/---

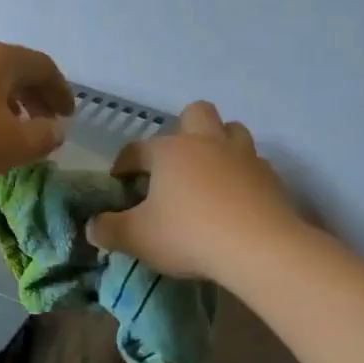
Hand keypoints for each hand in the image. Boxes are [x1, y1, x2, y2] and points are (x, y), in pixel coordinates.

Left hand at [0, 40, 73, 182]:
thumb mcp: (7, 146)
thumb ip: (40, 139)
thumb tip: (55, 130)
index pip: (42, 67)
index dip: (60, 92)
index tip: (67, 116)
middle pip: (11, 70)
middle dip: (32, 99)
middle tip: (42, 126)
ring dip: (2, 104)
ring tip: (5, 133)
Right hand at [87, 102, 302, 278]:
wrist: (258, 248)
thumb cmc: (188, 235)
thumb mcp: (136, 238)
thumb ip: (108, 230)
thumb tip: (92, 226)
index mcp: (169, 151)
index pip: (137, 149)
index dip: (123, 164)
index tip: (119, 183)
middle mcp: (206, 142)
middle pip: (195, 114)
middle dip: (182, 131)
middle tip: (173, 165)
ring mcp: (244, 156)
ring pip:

\---
/---

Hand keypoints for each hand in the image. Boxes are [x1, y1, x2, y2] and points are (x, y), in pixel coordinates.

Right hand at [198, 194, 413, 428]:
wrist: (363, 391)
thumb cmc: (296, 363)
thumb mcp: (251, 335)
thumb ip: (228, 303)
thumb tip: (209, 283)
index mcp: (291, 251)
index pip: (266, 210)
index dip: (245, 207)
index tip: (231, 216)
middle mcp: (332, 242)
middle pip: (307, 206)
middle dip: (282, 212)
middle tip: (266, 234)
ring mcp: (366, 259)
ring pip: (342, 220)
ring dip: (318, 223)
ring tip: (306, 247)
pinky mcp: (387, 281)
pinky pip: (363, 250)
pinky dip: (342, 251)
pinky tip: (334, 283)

\---

Task details: Your answer must consist solely of the lines above between the line holding "ring dip: (318, 223)" and the line holding "pinky tip: (334, 283)", inclusive, copied exactly.

Result below:
ring dip: (318, 223)
ring tip: (306, 247)
pinky mcp: (387, 281)
pinky pip: (363, 250)
pinky dip: (342, 251)
pinky tip: (334, 283)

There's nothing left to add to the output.